Task directions -> Set down each line of the material that follows exactly, and leave its pictures out.

Available records ->
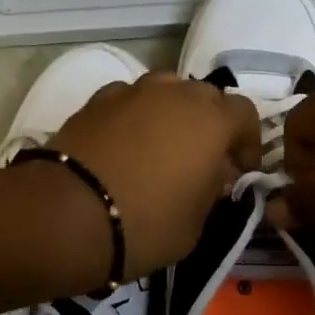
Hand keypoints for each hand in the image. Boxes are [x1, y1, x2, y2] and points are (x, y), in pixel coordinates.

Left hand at [50, 73, 262, 279]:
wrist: (67, 214)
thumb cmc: (145, 224)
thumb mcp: (196, 223)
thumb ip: (213, 190)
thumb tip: (214, 173)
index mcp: (211, 120)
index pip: (245, 114)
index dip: (247, 141)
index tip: (240, 170)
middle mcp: (175, 94)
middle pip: (205, 96)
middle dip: (210, 123)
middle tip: (203, 158)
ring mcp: (133, 91)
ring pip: (166, 90)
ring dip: (172, 112)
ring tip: (162, 146)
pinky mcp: (97, 100)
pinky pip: (129, 100)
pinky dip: (135, 115)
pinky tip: (124, 144)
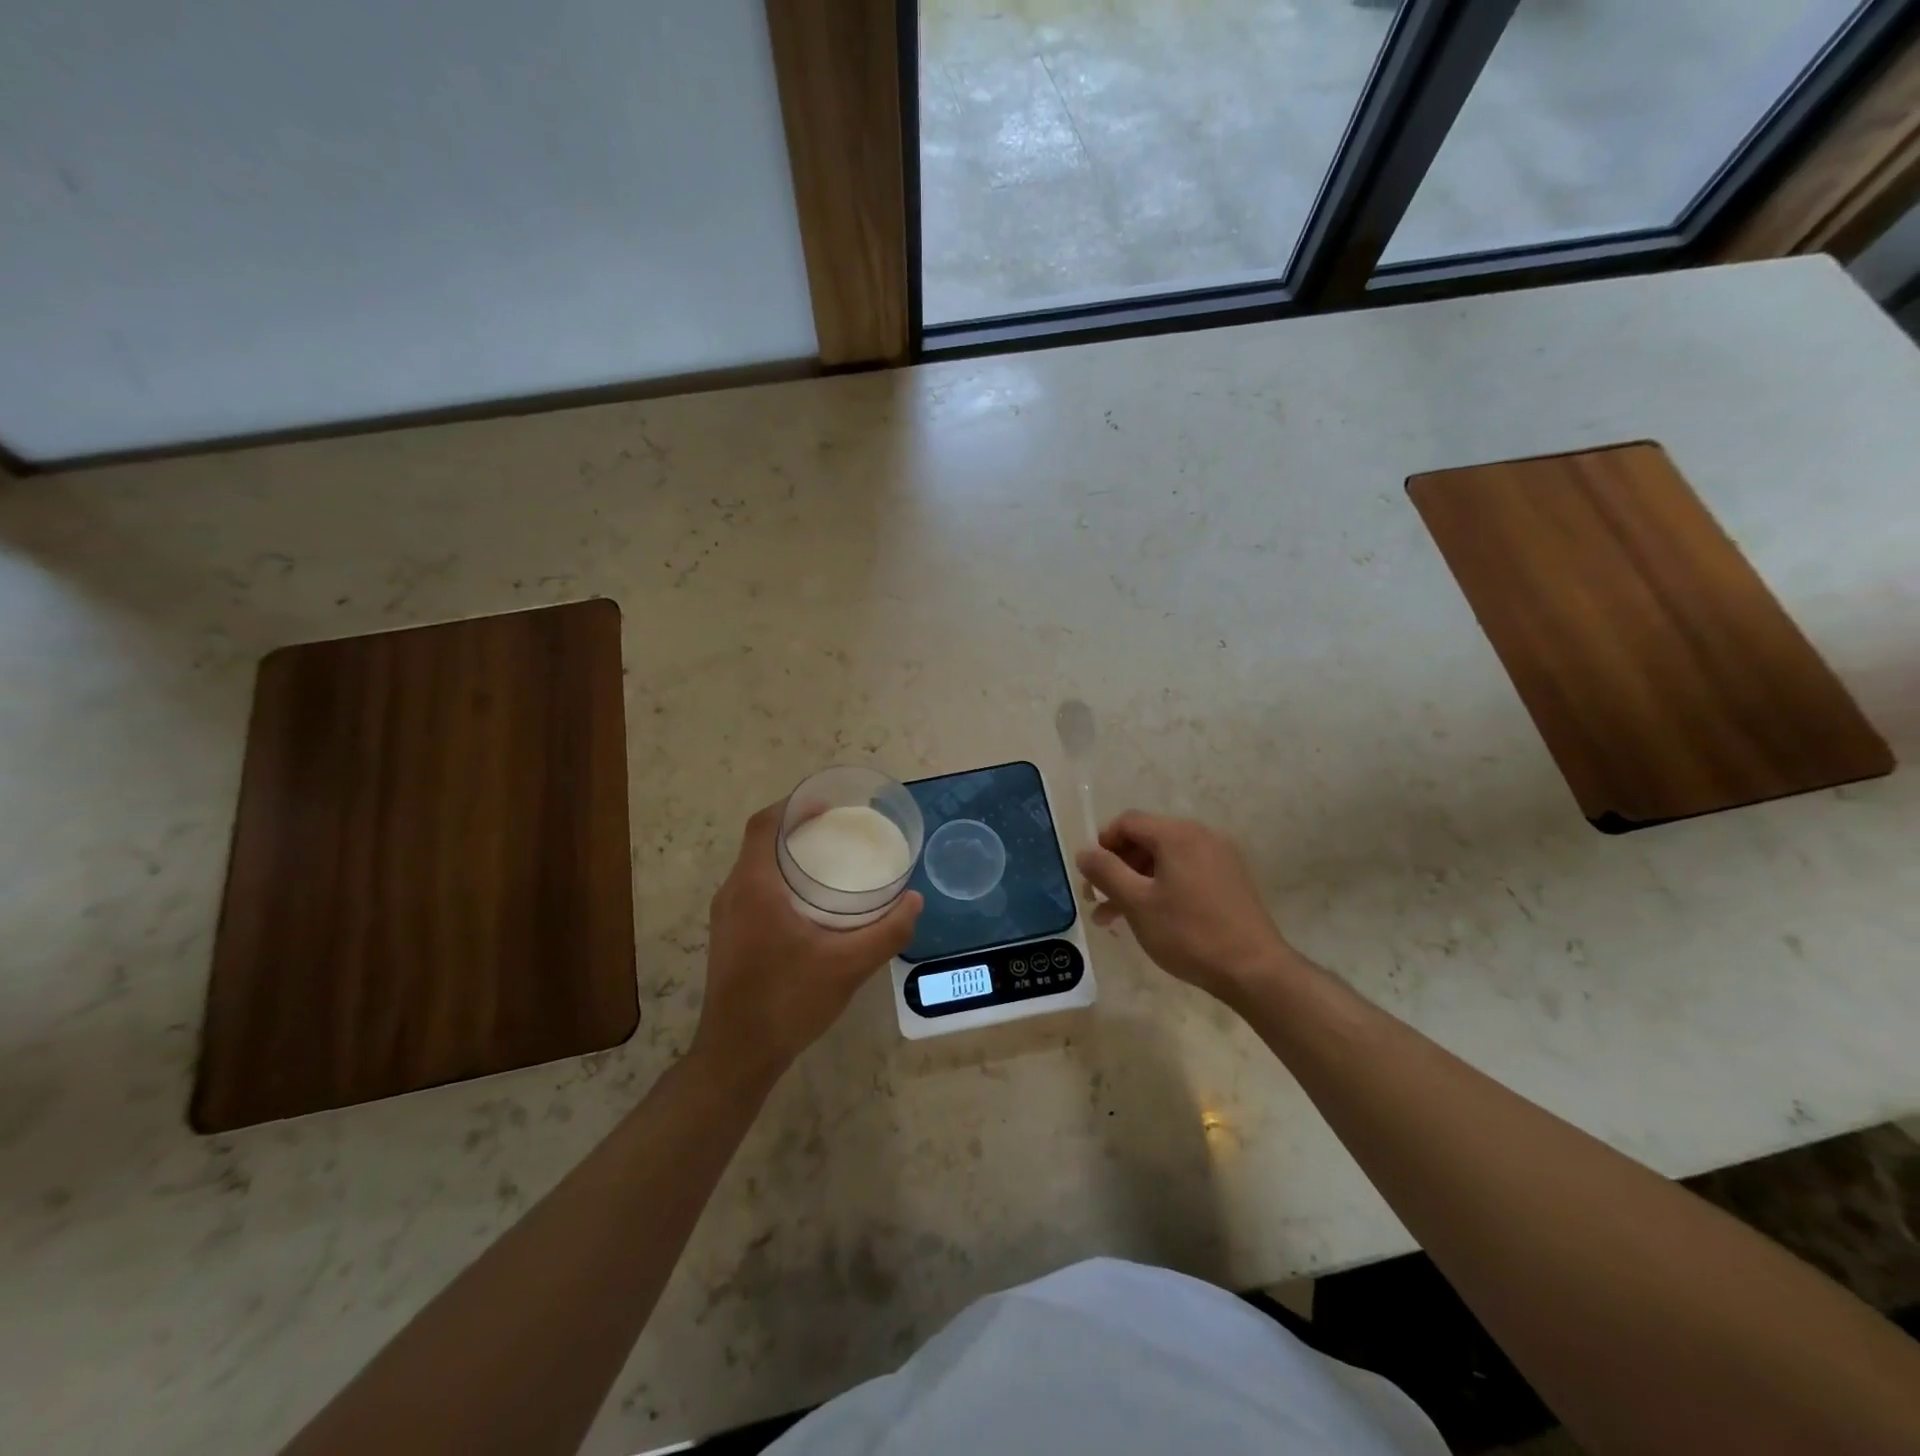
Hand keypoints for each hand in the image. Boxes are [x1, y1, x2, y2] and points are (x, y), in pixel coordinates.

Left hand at [692, 803, 922, 1082]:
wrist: (738, 1054)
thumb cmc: (789, 1000)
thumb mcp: (848, 965)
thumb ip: (887, 931)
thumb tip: (914, 900)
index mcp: (754, 886)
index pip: (763, 824)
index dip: (793, 805)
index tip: (828, 803)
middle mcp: (733, 893)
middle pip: (759, 842)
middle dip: (796, 828)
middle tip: (838, 829)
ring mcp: (726, 917)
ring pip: (755, 867)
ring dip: (786, 855)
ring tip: (829, 859)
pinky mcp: (728, 936)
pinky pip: (753, 889)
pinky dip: (779, 880)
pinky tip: (810, 901)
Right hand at [1076, 811, 1300, 1006]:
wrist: (1254, 970)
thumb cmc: (1189, 933)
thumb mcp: (1137, 902)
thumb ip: (1105, 872)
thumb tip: (1084, 852)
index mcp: (1177, 834)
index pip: (1127, 822)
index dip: (1102, 844)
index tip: (1091, 877)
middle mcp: (1201, 835)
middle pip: (1147, 839)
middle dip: (1118, 868)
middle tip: (1098, 900)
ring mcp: (1220, 857)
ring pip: (1165, 859)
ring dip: (1137, 882)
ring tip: (1116, 918)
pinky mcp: (1231, 879)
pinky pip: (1186, 872)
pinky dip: (1162, 887)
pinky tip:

Result for this task ->
Hand keypoints for each hand in the image. Boxes are [x1, y1, x2, y2] and points are (x, y), in pixel coordinates.

Left hand at [50, 73, 262, 279]:
wrist: (67, 214)
thumb cmc: (145, 224)
thumb mcp: (196, 223)
thumb ip: (213, 190)
thumb tip: (214, 173)
index mcp: (211, 120)
index pip: (245, 114)
index dip: (247, 141)
index tip: (240, 170)
middle mcp: (175, 94)
middle pip: (205, 96)
middle dip: (210, 123)
middle tip: (203, 158)
ring mcp: (133, 91)
ring pip: (166, 90)
ring dip: (172, 112)
ring tip: (162, 146)
pinky mcp: (97, 100)
pinky pip: (129, 100)
pinky dip: (135, 115)
pinky tip: (124, 144)
Hand keypoints for each hand in the image. Boxes are [x1, y1, x2, y2] and points are (x, y), in pixel coordinates.

Left hand at [692, 803, 922, 1082]:
wrist: (738, 1054)
thumb cmc: (789, 1000)
thumb mcp: (848, 965)
thumb ip: (887, 931)
thumb tip: (914, 900)
index mcp: (754, 886)
index pip: (763, 824)
index dip: (793, 805)
index tip: (828, 803)
middle mcp: (733, 893)
middle pip: (759, 842)
middle dip: (796, 828)
middle tip: (838, 829)
ring mcp: (726, 917)
ring pip: (755, 867)
ring dip: (786, 855)
ring tip: (829, 859)
pinky mcp: (728, 936)
pinky pip: (753, 889)
pinky dip: (779, 880)
pinky tip: (810, 901)
Right hand at [1076, 811, 1300, 1006]:
wrist: (1254, 970)
thumb cmc: (1189, 933)
thumb mcp: (1137, 902)
thumb ip: (1105, 872)
thumb tip: (1084, 852)
index mcp: (1177, 834)
index pip: (1127, 822)
index dip: (1102, 844)
index tip: (1091, 877)
middle mcp: (1201, 835)
middle pip: (1147, 839)
middle dip: (1118, 868)
middle tip: (1098, 900)
ring mcp: (1220, 857)
ring pip: (1165, 859)
ring dip: (1137, 882)
ring tip: (1116, 918)
pinky mcp: (1231, 879)
pinky pip: (1186, 872)
pinky dip: (1162, 887)
pinky tip:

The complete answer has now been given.